### Exercise instructions:
What is the number of lines in the following data that contain "dead"? Answer with the number alone.

### Material supplied:
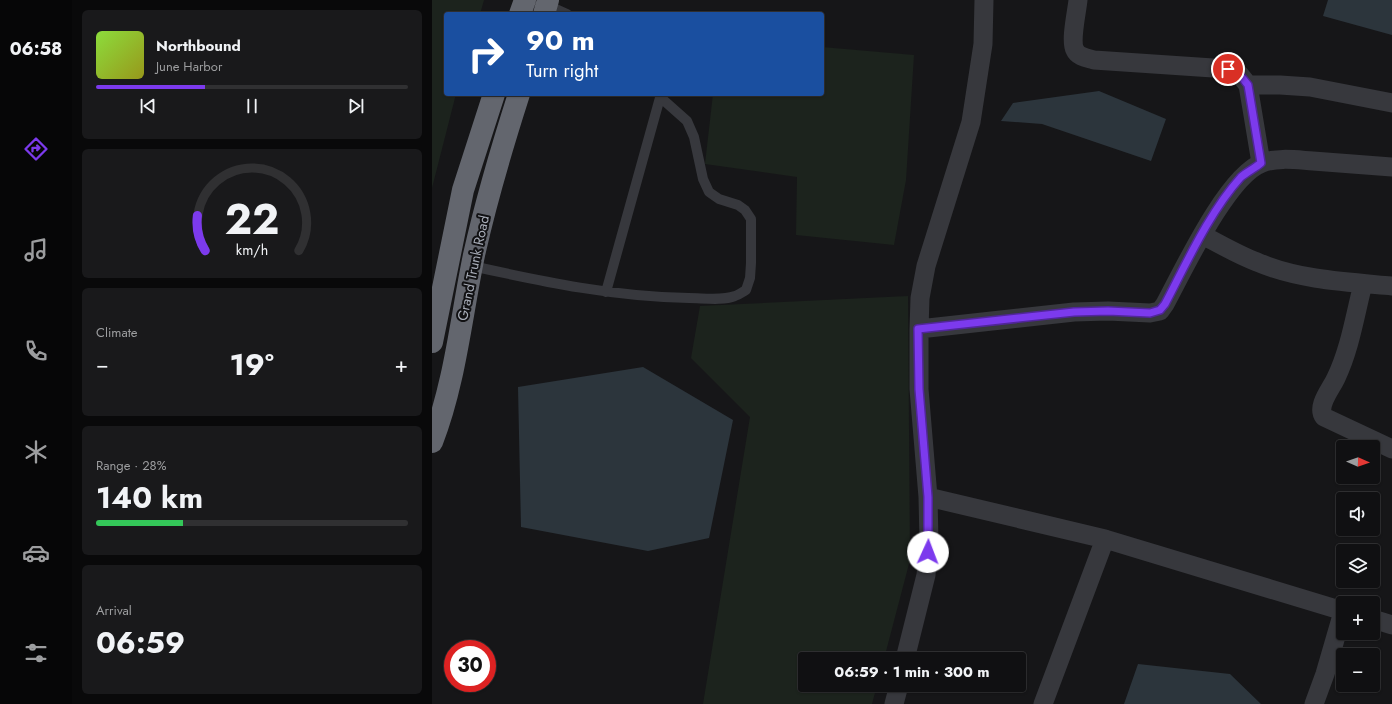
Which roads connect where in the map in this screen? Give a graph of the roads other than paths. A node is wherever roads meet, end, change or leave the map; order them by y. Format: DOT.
graph roads {
  1 [pos="525,0"];
  2 [pos="984,0"];
  3 [pos="1078,0"];
  4 [pos="546,6"];
  5 [pos="521,12"];
  6 [pos="562,12"];
  7 [pos="1248,85"];
  8 [pos="493,96"];
  9 [pos="518,96"];
  10 [pos="660,96"];
  11 [pos="1392,104"];
  12 [pos="1261,163"];
  13 [pos="1392,167"];
  14 [pos="1202,235"];
  15 [pos="472,266"];
  16 [pos="1363,284"];
  17 [pos="1392,286"];
  18 [pos="606,292"];
  19 [pos="918,329"];
  20 [pos="432,342"];
  21 [pos="432,442"];
  22 [pos="1392,449"];
  23 [pos="928,497"];
  24 [pos="1105,539"];
  25 [pos="1336,609"];
  26 [pos="1380,622"];
  27 [pos="1392,625"];
  28 [pos="1336,636"];
  29 [pos="907,652"];
  30 [pos="897,692"];
  31 [pos="894,704"];
  32 [pos="1043,704"];
  33 [pos="1314,704"];
  1 -- 5 [label="highway"];
  2 -- 19 [label="street"];
  3 -- 7 [label="street"];
  4 -- 6 [label="lane"];
  7 -- 11 [label="street"];
  7 -- 12 [label="street"];
  8 -- 20 [label="highway, Grand Trunk Road"];
  9 -- 15 [label="highway, Grand Trunk Road"];
  10 -- 18 [label="lane"];
  10 -- 18 [label="lane"];
  12 -- 13 [label="street"];
  12 -- 14 [label="street"];
  14 -- 16 [label="street"];
  14 -- 19 [label="street"];
  15 -- 18 [label="lane"];
  15 -- 21 [label="highway, Grand Trunk Road"];
  16 -- 17 [label="street"];
  16 -- 22 [label="street"];
  19 -- 23 [label="street"];
  23 -- 24 [label="street"];
  23 -- 29 [label="street"];
  24 -- 25 [label="street"];
  24 -- 32 [label="street"];
  26 -- 27 [label="street"];
  28 -- 33 [label="street"];
  30 -- 31 [label="street"];
}
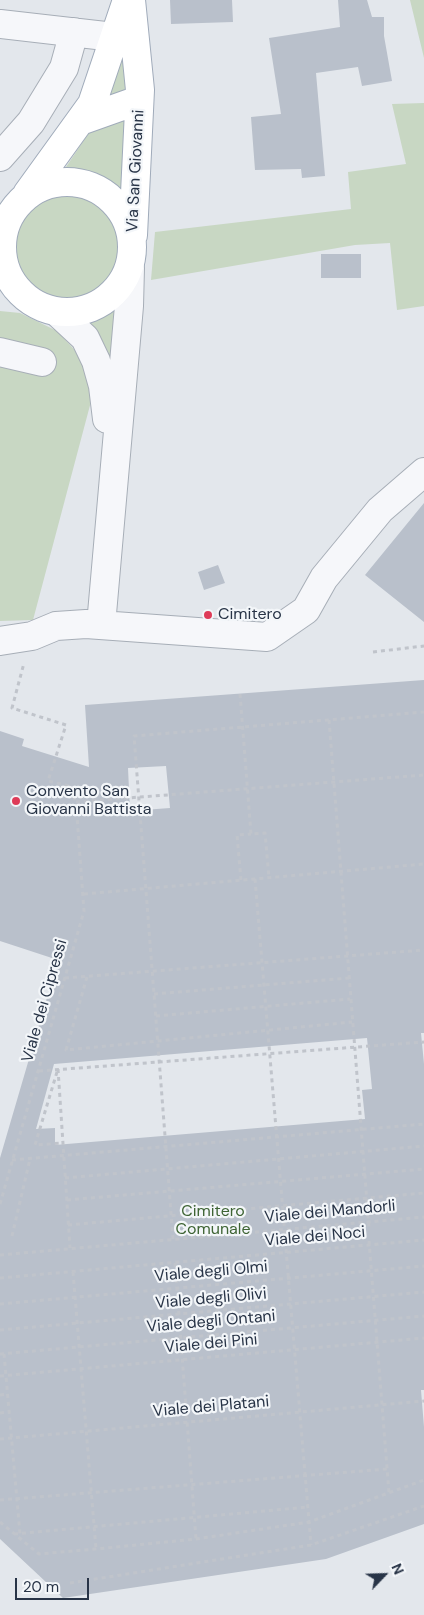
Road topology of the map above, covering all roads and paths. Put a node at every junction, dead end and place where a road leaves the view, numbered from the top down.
1 (127, 0) edge
2 (132, 0) edge
3 (0, 24) edge
4 (74, 32) junction
5 (114, 37) junction
6 (139, 100) junction
7 (80, 121) junction
8 (0, 158) edge
9 (13, 209) edge
10 (131, 255) junction
11 (0, 297) edge
12 (46, 308) junction
13 (0, 352) edge
14 (42, 362) dead end
15 (113, 470) junction
16 (424, 472) edge
17 (100, 625) junction
18 (32, 636) junction
19 (0, 641) edge
20 (424, 646) edge
21 (373, 652) dead end
22 (240, 694) dead end
23 (424, 712) edge
24 (329, 720) junction
25 (242, 727) junction
26 (424, 774) edge
27 (334, 782) junction
28 (248, 788) junction
29 (139, 797) junction
30 (76, 802) junction
31 (251, 834) junction
32 (424, 864) edge
33 (341, 871) junction
34 (269, 878) junction
35 (255, 879) junction
36 (241, 880) junction
37 (146, 889) junction
38 (84, 894) junction
39 (424, 950) edge
40 (347, 956) junction
41 (262, 963) junction
42 (153, 972) junction
43 (86, 977) junction
44 (65, 978) junction
45 (349, 978) junction
46 (264, 985) junction
47 (154, 994) junction
48 (350, 999) junction
49 (266, 1007) junction
50 (156, 1016) junction
51 (352, 1022) junction
52 (268, 1029) junction
53 (158, 1040) junction
54 (424, 1042) edge
55 (355, 1047) junction
56 (270, 1053) junction
57 (159, 1062) junction
58 (58, 1069) junction
59 (38, 1071) junction
60 (424, 1124) edge
61 (361, 1130) junction
62 (277, 1137) junction
63 (63, 1143) junction
64 (424, 1146) edge
65 (166, 1147) junction
66 (362, 1151) junction
67 (64, 1156) junction
68 (30, 1159) junction
69 (279, 1159) junction
70 (12, 1160) junction
71 (168, 1169) junction
72 (424, 1169) edge
73 (364, 1174) junction
74 (65, 1178) junction
75 (280, 1182) junction
76 (169, 1191) junction
77 (424, 1193) edge
78 (366, 1198) junction
79 (66, 1200) junction
80 (0, 1204) edge
81 (283, 1206) junction
82 (171, 1215) junction
83 (424, 1217) edge
84 (368, 1222) junction
85 (68, 1225) junction
86 (369, 1228) dead end
87 (284, 1229) junction
88 (285, 1235) dead end
89 (12, 1236) dead end
90 (173, 1239) junction
91 (424, 1240) edge
92 (370, 1243) junction
93 (70, 1248) junction
94 (286, 1251) junction
95 (0, 1254) edge
96 (175, 1263) junction
97 (424, 1266) edge
98 (372, 1270) junction
99 (73, 1272) junction
100 (0, 1278) edge
101 (288, 1278) junction
102 (177, 1288) junction
103 (424, 1292) edge
104 (374, 1296) junction
105 (75, 1297) junction
106 (0, 1304) edge
107 (291, 1304) junction
108 (179, 1314) junction
109 (424, 1316) edge
110 (376, 1320) junction
111 (77, 1323) junction
112 (293, 1328) junction
113 (0, 1330) edge
114 (181, 1338) junction
115 (424, 1338) edge
116 (378, 1342) junction
117 (79, 1347) junction
118 (294, 1349) junction
119 (2, 1354) edge
120 (182, 1359) junction
121 (81, 1368) junction
122 (5, 1375) junction
123 (0, 1376) edge
124 (8, 1394) junction
125 (0, 1395) edge
126 (424, 1401) edge
127 (382, 1404) junction
128 (9, 1412) junction
129 (300, 1412) junction
130 (0, 1413) edge
131 (187, 1422) junction
132 (86, 1431) junction
133 (0, 1438) edge
134 (11, 1438) junction
135 (387, 1469) junction
136 (305, 1476) junction
137 (424, 1480) edge
138 (192, 1485) junction
139 (91, 1493) junction
140 (389, 1493) junction
141 (17, 1499) junction
142 (0, 1500) edge
143 (424, 1506) edge
144 (308, 1507) junction
145 (194, 1517) junction
146 (0, 1522) edge
147 (309, 1522) junction
148 (94, 1527) junction
149 (14, 1534) junction
150 (20, 1534) junction
151 (196, 1539) junction
152 (311, 1545) junction
153 (96, 1549) junction
154 (70, 1583) dead end

1 - 5 main road
2 - 6 main road, Via San Giovanni
3 - 4 street
4 - 5 street
4 - 8 street
5 - 7 main road
6 - 7 main road, Via San Giovanni
6 - 10 main road, Via San Giovanni
7 - 9 main road
9 - 10 main road
9 - 12 main road
10 - 12 main road
10 - 15 street
11 - 12 main road
12 - 15 street
13 - 14 street
15 - 17 street
16 - 17 street
17 - 18 street
18 - 19 street
18 - 30 path
20 - 21 path
22 - 25 path
23 - 24 path
24 - 25 path
24 - 27 path
25 - 28 path
25 - 29 path
26 - 27 path
27 - 28 path
27 - 33 path
28 - 29 path
28 - 31 path
29 - 30 path
29 - 37 path
30 - 38 path, Viale dei Cipressi
31 - 34 path
31 - 36 path
32 - 33 path
33 - 34 path
33 - 40 path
34 - 35 path
35 - 36 path
35 - 41 path
36 - 37 path
37 - 38 path
37 - 42 path
38 - 44 path, Viale dei Cipressi
39 - 40 path
40 - 41 path
40 - 45 path
41 - 42 path
41 - 46 path
42 - 43 path
42 - 47 path
43 - 44 path
43 - 53 path
44 - 59 path, Viale dei Cipressi
45 - 46 path
45 - 48 path
46 - 47 path
46 - 49 path
47 - 50 path
48 - 49 path
48 - 51 path
49 - 50 path
49 - 52 path
50 - 53 path
51 - 52 path
51 - 55 path
52 - 53 path
52 - 56 path
53 - 57 path
54 - 55 path
55 - 56 path
55 - 61 path
56 - 57 path
56 - 62 path
57 - 58 path
57 - 65 path
58 - 59 path
58 - 63 path
58 - 63 path
59 - 70 path, Viale dei Cipressi
60 - 61 path
61 - 62 path
61 - 66 path
62 - 65 path
62 - 69 path
63 - 67 path
64 - 66 path
65 - 67 path
65 - 71 path
66 - 69 path
66 - 73 path
67 - 68 path
67 - 74 path
68 - 70 path
68 - 89 path
69 - 71 path
69 - 75 path
70 - 80 path, Viale dei Cipressi
71 - 74 path
71 - 76 path
72 - 73 path
73 - 75 path
73 - 78 path
74 - 79 path
75 - 76 path
75 - 81 path
76 - 79 path
76 - 82 path
77 - 78 path
78 - 81 path
78 - 84 path
79 - 85 path
81 - 82 path
81 - 87 path
82 - 85 path
82 - 90 path
83 - 84 path, Viale dei Mandorli
84 - 86 path
84 - 87 path, Viale dei Mandorli
85 - 93 path
87 - 88 path
87 - 90 path, Viale dei Mandorli
90 - 93 path, Viale dei Mandorli
91 - 92 path, Viale dei Noci
92 - 94 path, Viale dei Noci
92 - 98 path
93 - 95 path, Viale dei Mandorli
94 - 96 path, Viale dei Noci
94 - 101 path
96 - 99 path, Viale dei Noci
96 - 102 path
97 - 98 path, Viale degli Olmi
98 - 101 path, Viale degli Olmi
98 - 104 path
99 - 100 path, Viale dei Noci
99 - 105 path
101 - 102 path, Viale degli Olmi
101 - 107 path
102 - 105 path, Viale degli Olmi
102 - 108 path
103 - 104 path, Viale degli Olivi
104 - 107 path, Viale degli Olivi
104 - 110 path
105 - 106 path, Viale degli Olmi
105 - 111 path
107 - 108 path, Viale degli Olivi
107 - 112 path
108 - 111 path, Viale degli Olivi
108 - 114 path
109 - 110 path, Viale degli Ontani
110 - 112 path, Viale degli Ontani
110 - 116 path
111 - 113 path, Viale degli Olivi
111 - 117 path
112 - 114 path, Viale degli Ontani
112 - 118 path
114 - 117 path, Viale degli Ontani
114 - 120 path
115 - 116 path, Viale dei Pini
116 - 118 path, Viale dei Pini
116 - 127 path
117 - 119 path, Viale degli Ontani
117 - 121 path
118 - 120 path, Viale dei Pini
118 - 129 path
119 - 122 path
120 - 121 path, Viale dei Pini
120 - 131 path
121 - 122 path, Viale dei Pini
121 - 132 path
122 - 123 path, Viale dei Pini
122 - 124 path
124 - 125 path
124 - 128 path
126 - 127 path, Viale dei Platani
127 - 129 path, Viale dei Platani
127 - 135 path
128 - 130 path
128 - 134 path
129 - 131 path, Viale dei Platani
129 - 136 path
131 - 132 path, Viale dei Platani
131 - 138 path
132 - 134 path, Viale dei Platani
132 - 139 path
133 - 134 path, Viale dei Platani
134 - 141 path
135 - 136 path
135 - 140 path
136 - 138 path
136 - 144 path
137 - 140 path
138 - 139 path
138 - 145 path
139 - 141 path
139 - 148 path
140 - 147 path
141 - 142 path
141 - 150 path
143 - 152 path
144 - 145 path
144 - 147 path
145 - 148 path
145 - 151 path
146 - 149 path
147 - 151 path
147 - 152 path
148 - 150 path
148 - 153 path
149 - 150 path
149 - 153 path
151 - 153 path
152 - 154 path

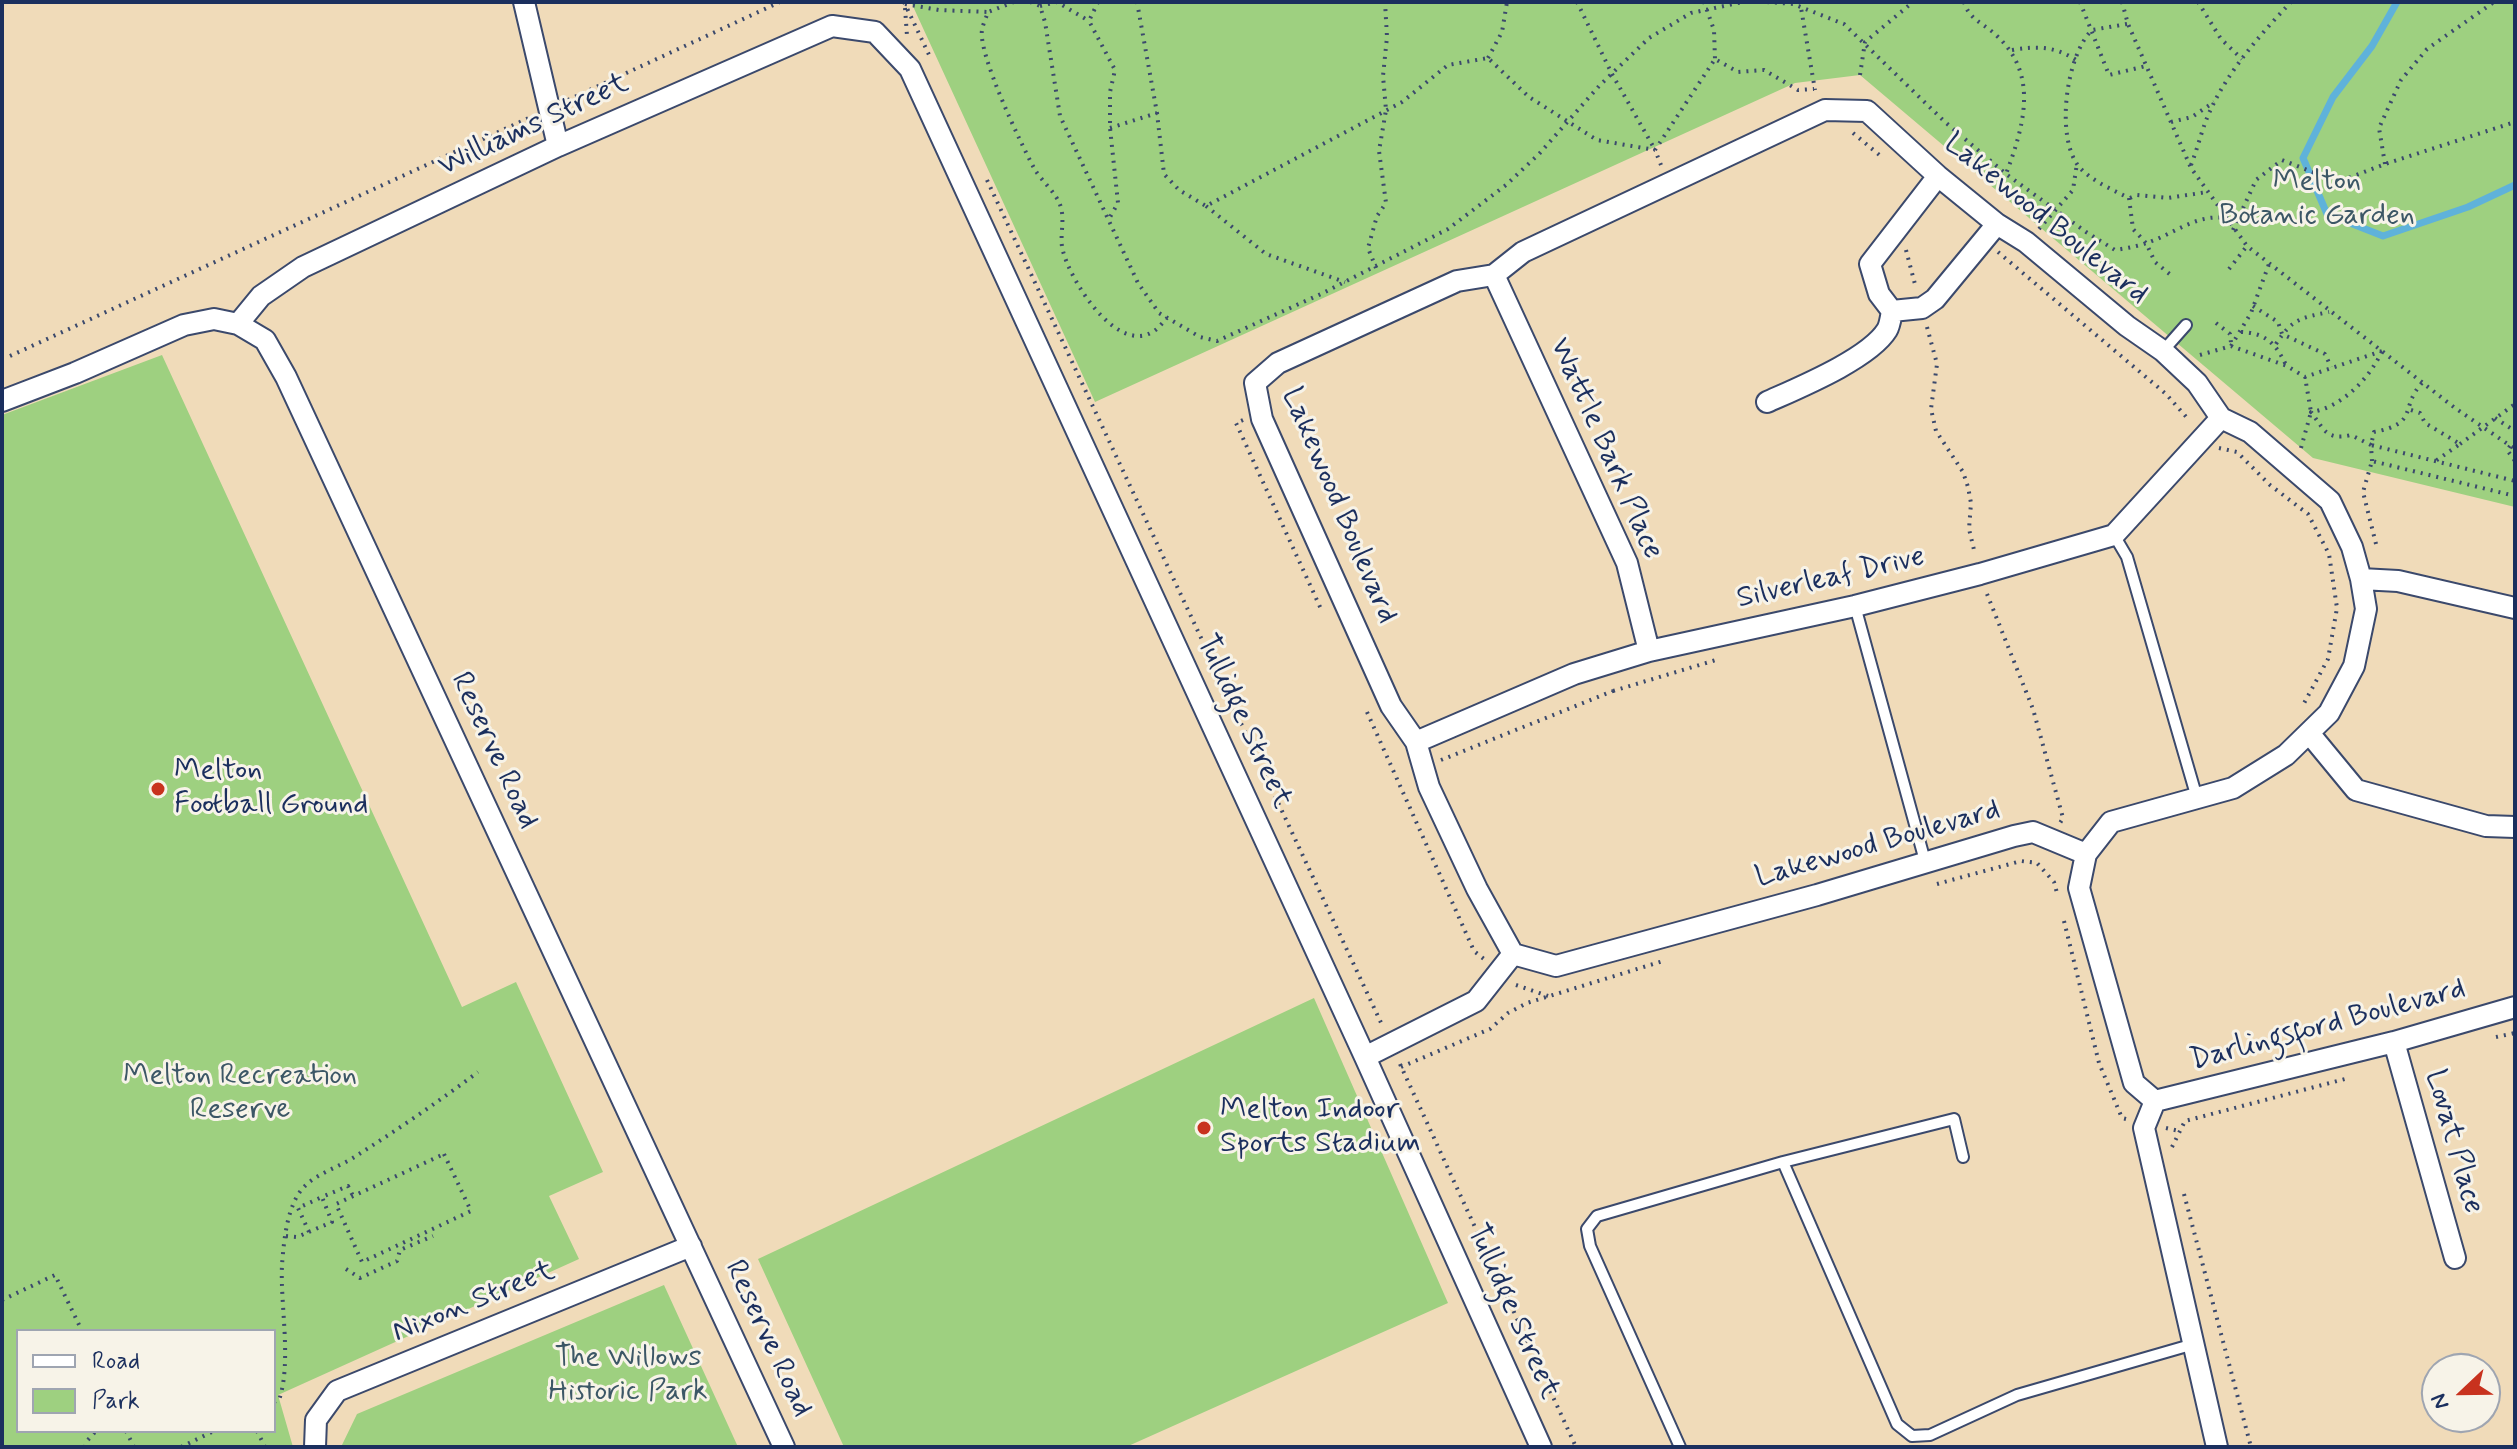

### Solution for this exercise:
8